● EXERCISE DIRECTIONS
Beneath this task are records; state how many of their lines hold the word "bridge", and nothing else.

● Stored items from a collection
'''

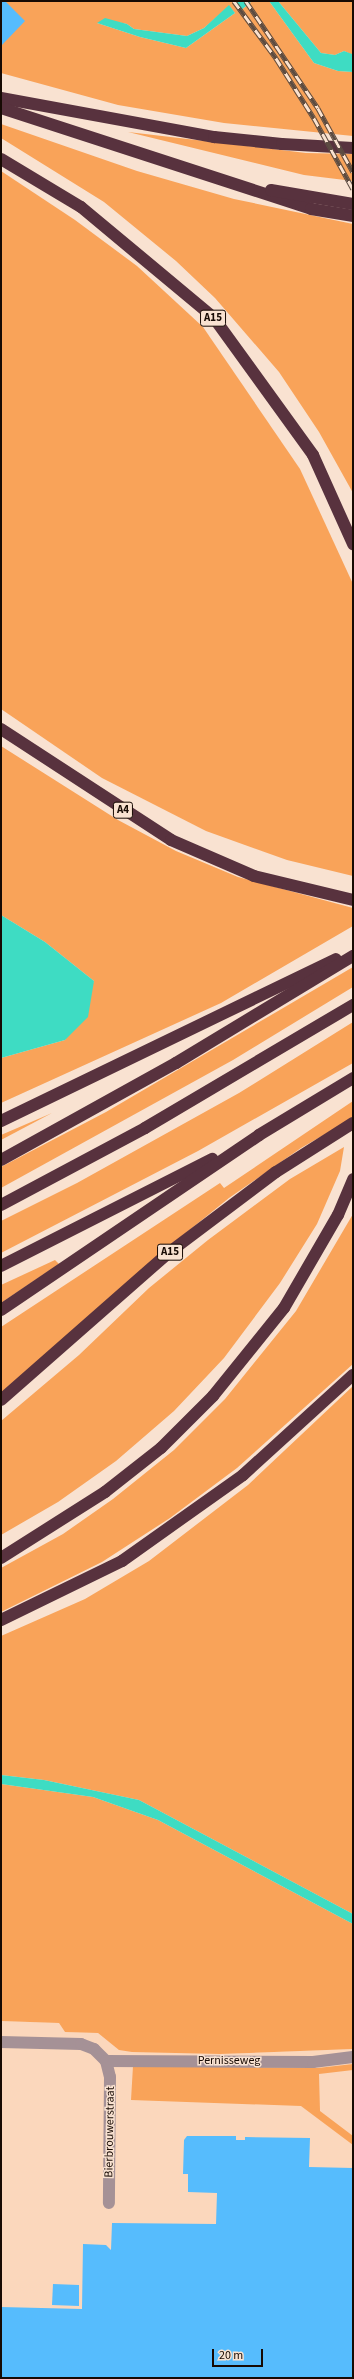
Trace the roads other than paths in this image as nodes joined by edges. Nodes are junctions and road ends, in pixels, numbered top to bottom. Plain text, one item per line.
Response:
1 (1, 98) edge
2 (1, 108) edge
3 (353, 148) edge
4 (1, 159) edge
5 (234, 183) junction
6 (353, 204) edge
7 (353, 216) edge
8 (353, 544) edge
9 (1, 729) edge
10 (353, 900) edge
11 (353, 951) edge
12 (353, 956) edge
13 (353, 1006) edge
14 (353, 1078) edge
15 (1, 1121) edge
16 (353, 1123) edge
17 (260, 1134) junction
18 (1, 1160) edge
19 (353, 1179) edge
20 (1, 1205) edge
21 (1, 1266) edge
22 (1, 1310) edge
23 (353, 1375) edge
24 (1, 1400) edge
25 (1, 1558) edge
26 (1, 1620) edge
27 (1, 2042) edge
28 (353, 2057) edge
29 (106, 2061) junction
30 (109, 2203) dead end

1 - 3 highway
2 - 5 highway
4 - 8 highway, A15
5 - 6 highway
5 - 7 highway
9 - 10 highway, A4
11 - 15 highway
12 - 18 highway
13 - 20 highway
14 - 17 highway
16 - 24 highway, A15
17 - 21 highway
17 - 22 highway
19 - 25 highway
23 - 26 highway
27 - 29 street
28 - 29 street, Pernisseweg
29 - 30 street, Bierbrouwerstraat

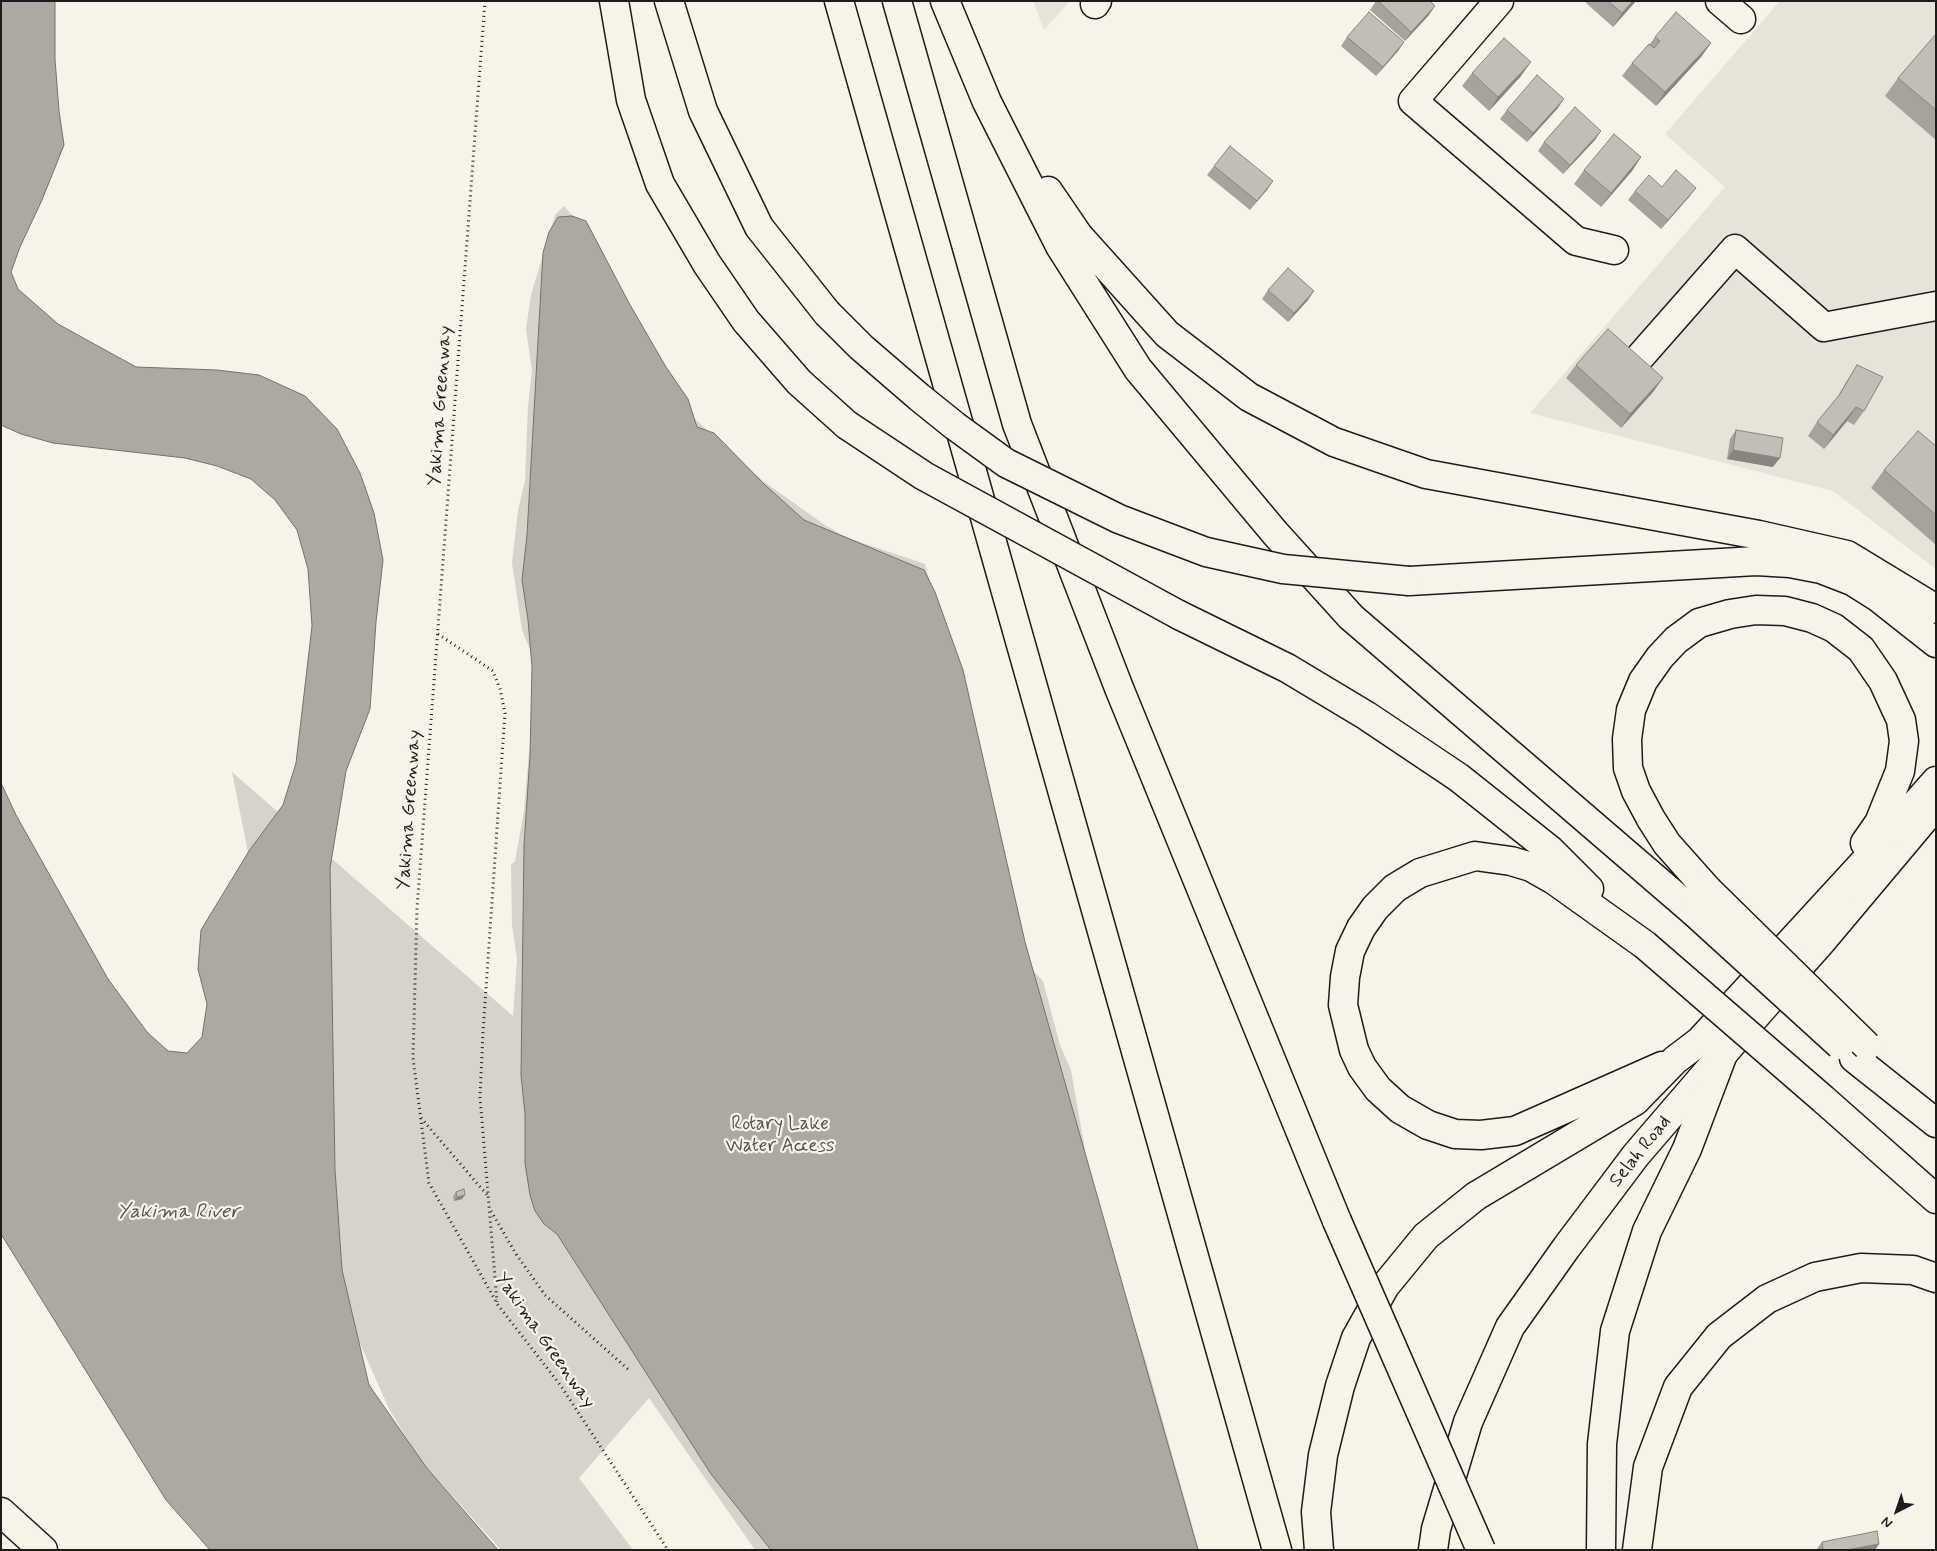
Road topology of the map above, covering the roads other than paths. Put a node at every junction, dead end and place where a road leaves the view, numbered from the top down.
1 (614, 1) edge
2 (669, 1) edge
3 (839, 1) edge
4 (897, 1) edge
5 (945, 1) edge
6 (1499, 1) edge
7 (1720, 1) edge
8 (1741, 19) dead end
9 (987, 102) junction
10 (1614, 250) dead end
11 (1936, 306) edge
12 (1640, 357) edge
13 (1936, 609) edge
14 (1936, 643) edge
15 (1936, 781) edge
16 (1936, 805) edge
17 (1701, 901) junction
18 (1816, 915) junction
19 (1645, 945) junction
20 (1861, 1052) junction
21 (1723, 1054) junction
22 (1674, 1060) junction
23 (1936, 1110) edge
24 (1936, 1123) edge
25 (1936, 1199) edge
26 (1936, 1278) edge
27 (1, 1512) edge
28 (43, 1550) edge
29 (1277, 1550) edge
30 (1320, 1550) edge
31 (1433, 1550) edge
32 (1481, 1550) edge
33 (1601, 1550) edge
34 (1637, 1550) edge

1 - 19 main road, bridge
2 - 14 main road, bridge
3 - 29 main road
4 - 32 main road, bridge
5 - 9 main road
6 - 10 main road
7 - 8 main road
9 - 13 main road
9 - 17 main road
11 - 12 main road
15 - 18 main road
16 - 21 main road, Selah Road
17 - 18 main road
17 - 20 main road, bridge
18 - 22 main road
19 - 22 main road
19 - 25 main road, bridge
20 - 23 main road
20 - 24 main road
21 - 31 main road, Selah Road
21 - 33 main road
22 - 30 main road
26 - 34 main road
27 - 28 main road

'''

● ANSWER FOR THIS EXERCISE
5